_Brief:_
Pictures aside, output each record exactly.

Collected data entries

┌──

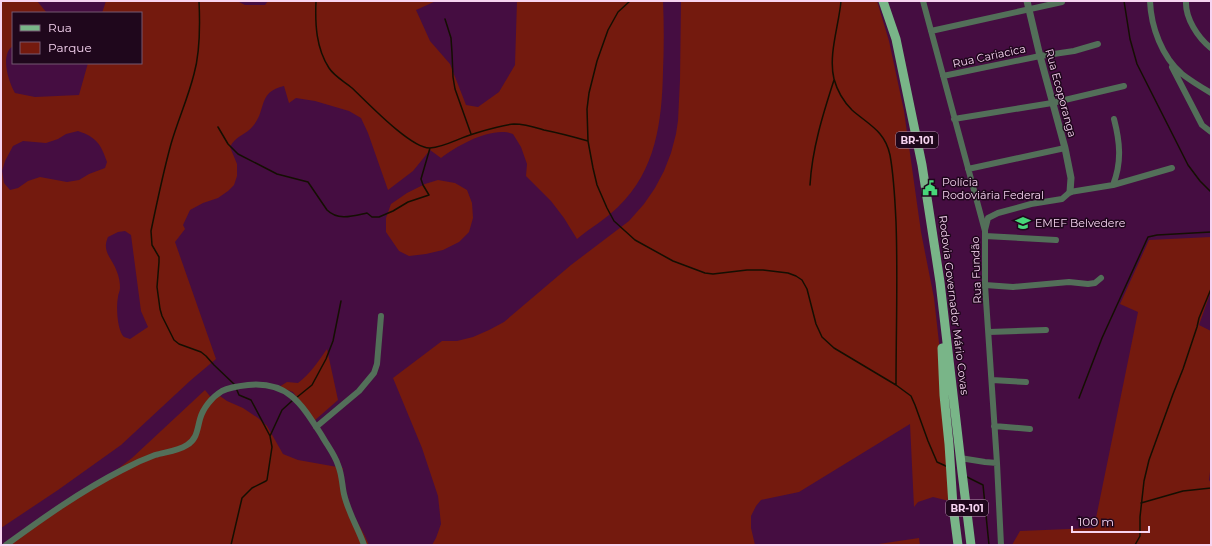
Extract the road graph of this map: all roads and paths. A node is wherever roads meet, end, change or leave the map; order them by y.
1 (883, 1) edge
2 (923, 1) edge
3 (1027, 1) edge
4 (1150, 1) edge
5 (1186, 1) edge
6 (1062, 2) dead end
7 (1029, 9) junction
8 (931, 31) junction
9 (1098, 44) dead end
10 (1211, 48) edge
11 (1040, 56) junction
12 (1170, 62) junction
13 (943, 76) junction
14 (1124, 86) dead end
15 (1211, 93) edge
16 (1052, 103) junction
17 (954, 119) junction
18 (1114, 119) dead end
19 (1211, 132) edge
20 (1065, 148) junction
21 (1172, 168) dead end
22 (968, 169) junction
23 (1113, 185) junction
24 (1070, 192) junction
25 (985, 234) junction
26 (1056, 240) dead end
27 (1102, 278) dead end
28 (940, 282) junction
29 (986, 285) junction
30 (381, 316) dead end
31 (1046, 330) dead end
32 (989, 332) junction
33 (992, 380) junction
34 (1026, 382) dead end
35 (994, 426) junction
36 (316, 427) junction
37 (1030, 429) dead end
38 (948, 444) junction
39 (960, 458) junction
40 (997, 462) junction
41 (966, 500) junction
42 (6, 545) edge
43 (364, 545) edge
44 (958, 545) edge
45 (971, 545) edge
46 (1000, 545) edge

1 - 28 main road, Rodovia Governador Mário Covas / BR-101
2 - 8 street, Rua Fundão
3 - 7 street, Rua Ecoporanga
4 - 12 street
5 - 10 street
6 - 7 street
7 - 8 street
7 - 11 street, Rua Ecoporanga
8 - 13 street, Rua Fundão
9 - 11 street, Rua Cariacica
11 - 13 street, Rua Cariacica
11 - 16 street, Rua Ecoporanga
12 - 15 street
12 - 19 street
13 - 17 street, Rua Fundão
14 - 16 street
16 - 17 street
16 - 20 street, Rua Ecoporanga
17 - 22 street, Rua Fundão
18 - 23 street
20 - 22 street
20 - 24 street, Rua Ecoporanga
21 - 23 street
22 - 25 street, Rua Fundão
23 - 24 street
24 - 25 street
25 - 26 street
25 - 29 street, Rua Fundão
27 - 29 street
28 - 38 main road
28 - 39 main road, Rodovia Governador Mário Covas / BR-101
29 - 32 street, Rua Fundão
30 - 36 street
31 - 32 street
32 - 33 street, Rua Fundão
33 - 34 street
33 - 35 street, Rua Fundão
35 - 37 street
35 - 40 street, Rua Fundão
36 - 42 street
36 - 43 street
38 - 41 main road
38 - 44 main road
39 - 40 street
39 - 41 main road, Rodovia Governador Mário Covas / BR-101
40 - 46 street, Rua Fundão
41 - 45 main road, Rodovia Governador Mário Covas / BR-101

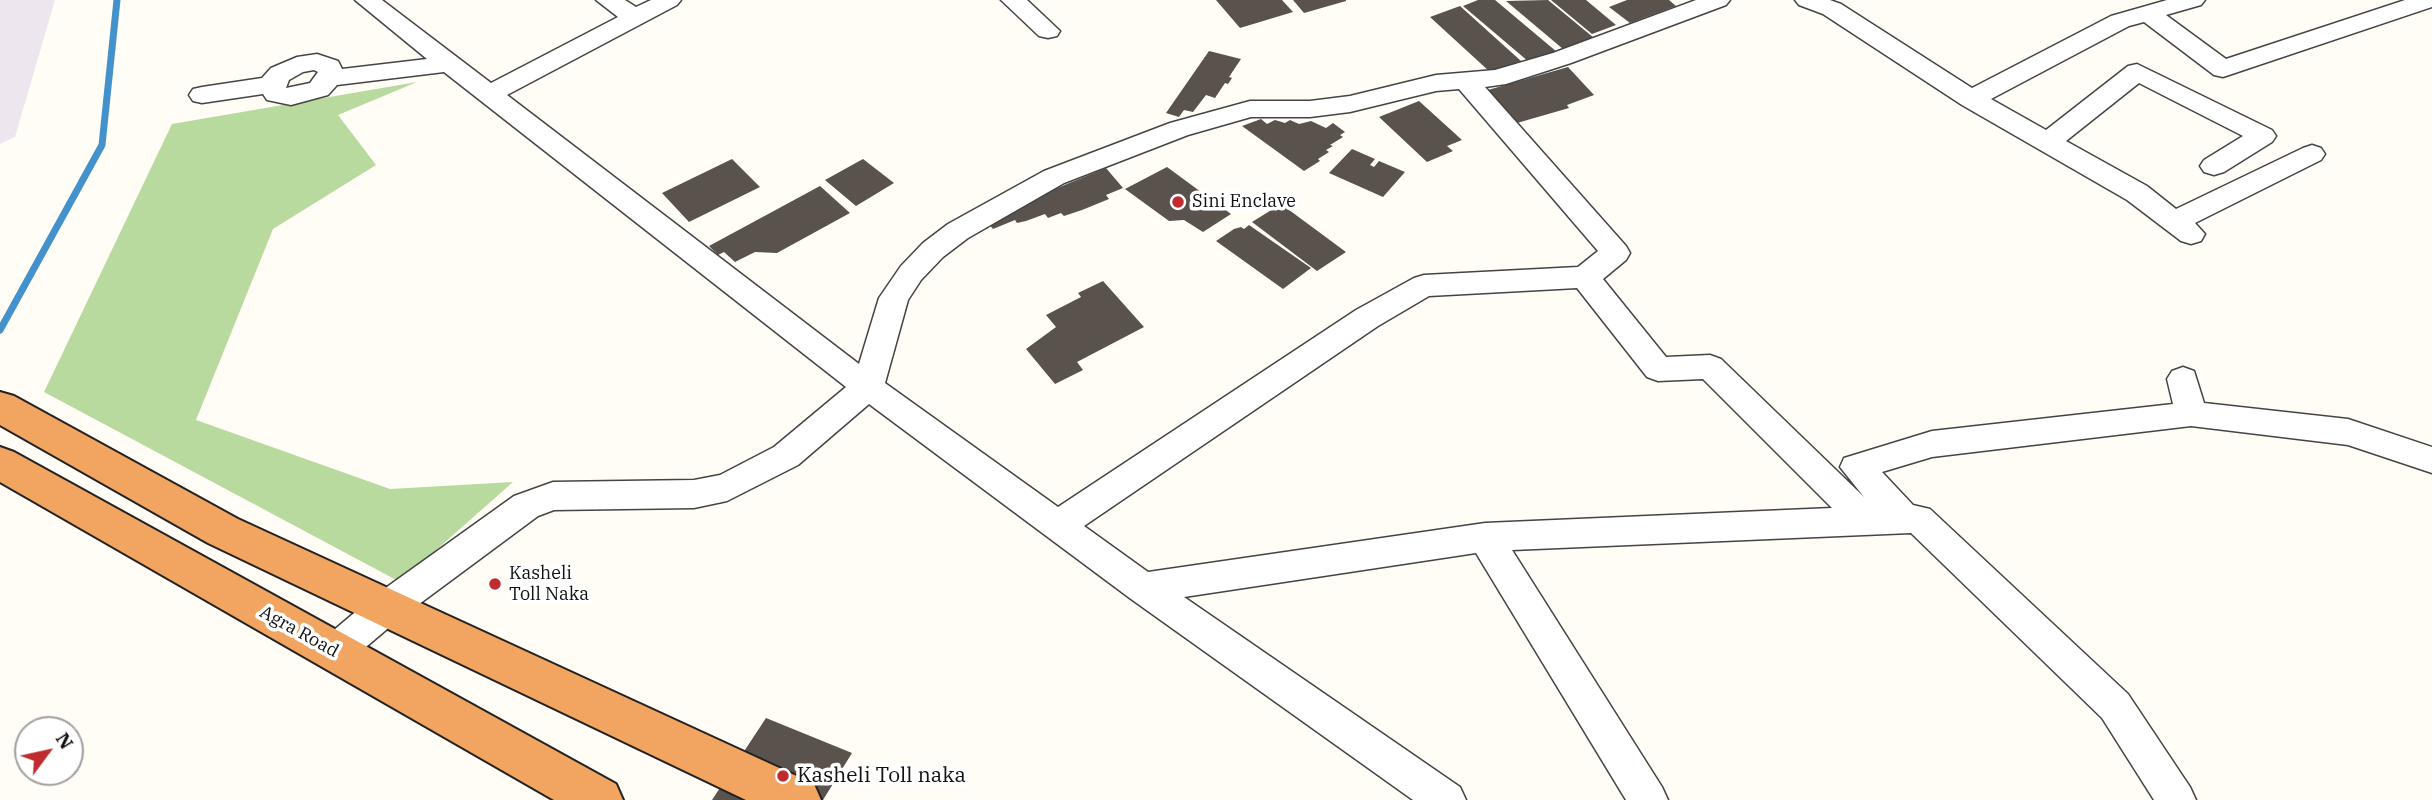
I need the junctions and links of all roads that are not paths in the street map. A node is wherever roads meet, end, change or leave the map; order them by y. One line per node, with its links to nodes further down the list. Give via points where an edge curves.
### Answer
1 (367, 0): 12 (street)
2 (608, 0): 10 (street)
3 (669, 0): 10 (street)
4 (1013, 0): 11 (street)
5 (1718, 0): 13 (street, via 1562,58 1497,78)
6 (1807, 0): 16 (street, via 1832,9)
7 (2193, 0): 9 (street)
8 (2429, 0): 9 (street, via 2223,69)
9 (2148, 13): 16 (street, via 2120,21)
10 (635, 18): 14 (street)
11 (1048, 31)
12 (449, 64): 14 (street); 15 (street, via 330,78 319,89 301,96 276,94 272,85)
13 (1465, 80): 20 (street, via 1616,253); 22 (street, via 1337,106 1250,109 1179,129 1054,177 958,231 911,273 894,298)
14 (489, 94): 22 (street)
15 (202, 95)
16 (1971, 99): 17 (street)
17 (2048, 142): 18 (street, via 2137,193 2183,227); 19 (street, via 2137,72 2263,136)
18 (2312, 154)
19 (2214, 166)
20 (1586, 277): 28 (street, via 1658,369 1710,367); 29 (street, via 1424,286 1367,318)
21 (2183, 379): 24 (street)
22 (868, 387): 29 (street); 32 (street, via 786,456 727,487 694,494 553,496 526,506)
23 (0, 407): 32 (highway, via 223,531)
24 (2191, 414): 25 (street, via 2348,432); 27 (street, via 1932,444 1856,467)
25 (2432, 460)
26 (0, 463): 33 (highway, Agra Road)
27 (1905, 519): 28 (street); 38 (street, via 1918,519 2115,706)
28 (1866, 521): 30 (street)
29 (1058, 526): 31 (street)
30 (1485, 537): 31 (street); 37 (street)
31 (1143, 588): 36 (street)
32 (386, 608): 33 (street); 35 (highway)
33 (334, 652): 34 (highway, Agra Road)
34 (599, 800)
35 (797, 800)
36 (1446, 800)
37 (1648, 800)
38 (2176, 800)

└──

_Written response:_
Extract the road graph of this map: all roads and paths. A node is wherever roads meet, end, change or leave the map; order them by y.
1 (883, 1) edge
2 (923, 1) edge
3 (1027, 1) edge
4 (1150, 1) edge
5 (1186, 1) edge
6 (1062, 2) dead end
7 (1029, 9) junction
8 (931, 31) junction
9 (1098, 44) dead end
10 (1211, 48) edge
11 (1040, 56) junction
12 (1170, 62) junction
13 (943, 76) junction
14 (1124, 86) dead end
15 (1211, 93) edge
16 (1052, 103) junction
17 (954, 119) junction
18 (1114, 119) dead end
19 (1211, 132) edge
20 (1065, 148) junction
21 (1172, 168) dead end
22 (968, 169) junction
23 (1113, 185) junction
24 (1070, 192) junction
25 (985, 234) junction
26 (1056, 240) dead end
27 (1102, 278) dead end
28 (940, 282) junction
29 (986, 285) junction
30 (381, 316) dead end
31 (1046, 330) dead end
32 (989, 332) junction
33 (992, 380) junction
34 (1026, 382) dead end
35 (994, 426) junction
36 (316, 427) junction
37 (1030, 429) dead end
38 (948, 444) junction
39 (960, 458) junction
40 (997, 462) junction
41 (966, 500) junction
42 (6, 545) edge
43 (364, 545) edge
44 (958, 545) edge
45 (971, 545) edge
46 (1000, 545) edge

1 - 28 main road, Rodovia Governador Mário Covas / BR-101
2 - 8 street, Rua Fundão
3 - 7 street, Rua Ecoporanga
4 - 12 street
5 - 10 street
6 - 7 street
7 - 8 street
7 - 11 street, Rua Ecoporanga
8 - 13 street, Rua Fundão
9 - 11 street, Rua Cariacica
11 - 13 street, Rua Cariacica
11 - 16 street, Rua Ecoporanga
12 - 15 street
12 - 19 street
13 - 17 street, Rua Fundão
14 - 16 street
16 - 17 street
16 - 20 street, Rua Ecoporanga
17 - 22 street, Rua Fundão
18 - 23 street
20 - 22 street
20 - 24 street, Rua Ecoporanga
21 - 23 street
22 - 25 street, Rua Fundão
23 - 24 street
24 - 25 street
25 - 26 street
25 - 29 street, Rua Fundão
27 - 29 street
28 - 38 main road
28 - 39 main road, Rodovia Governador Mário Covas / BR-101
29 - 32 street, Rua Fundão
30 - 36 street
31 - 32 street
32 - 33 street, Rua Fundão
33 - 34 street
33 - 35 street, Rua Fundão
35 - 37 street
35 - 40 street, Rua Fundão
36 - 42 street
36 - 43 street
38 - 41 main road
38 - 44 main road
39 - 40 street
39 - 41 main road, Rodovia Governador Mário Covas / BR-101
40 - 46 street, Rua Fundão
41 - 45 main road, Rodovia Governador Mário Covas / BR-101

I need the junctions and links of all roads that are not paths in the street map. A node is wherever roads meet, end, change or leave the map; order them by y. One line per node, with its links to nodes further down the list. Give via points where an edge curves.
### Answer
1 (367, 0): 12 (street)
2 (608, 0): 10 (street)
3 (669, 0): 10 (street)
4 (1013, 0): 11 (street)
5 (1718, 0): 13 (street, via 1562,58 1497,78)
6 (1807, 0): 16 (street, via 1832,9)
7 (2193, 0): 9 (street)
8 (2429, 0): 9 (street, via 2223,69)
9 (2148, 13): 16 (street, via 2120,21)
10 (635, 18): 14 (street)
11 (1048, 31)
12 (449, 64): 14 (street); 15 (street, via 330,78 319,89 301,96 276,94 272,85)
13 (1465, 80): 20 (street, via 1616,253); 22 (street, via 1337,106 1250,109 1179,129 1054,177 958,231 911,273 894,298)
14 (489, 94): 22 (street)
15 (202, 95)
16 (1971, 99): 17 (street)
17 (2048, 142): 18 (street, via 2137,193 2183,227); 19 (street, via 2137,72 2263,136)
18 (2312, 154)
19 (2214, 166)
20 (1586, 277): 28 (street, via 1658,369 1710,367); 29 (street, via 1424,286 1367,318)
21 (2183, 379): 24 (street)
22 (868, 387): 29 (street); 32 (street, via 786,456 727,487 694,494 553,496 526,506)
23 (0, 407): 32 (highway, via 223,531)
24 (2191, 414): 25 (street, via 2348,432); 27 (street, via 1932,444 1856,467)
25 (2432, 460)
26 (0, 463): 33 (highway, Agra Road)
27 (1905, 519): 28 (street); 38 (street, via 1918,519 2115,706)
28 (1866, 521): 30 (street)
29 (1058, 526): 31 (street)
30 (1485, 537): 31 (street); 37 (street)
31 (1143, 588): 36 (street)
32 (386, 608): 33 (street); 35 (highway)
33 (334, 652): 34 (highway, Agra Road)
34 (599, 800)
35 (797, 800)
36 (1446, 800)
37 (1648, 800)
38 (2176, 800)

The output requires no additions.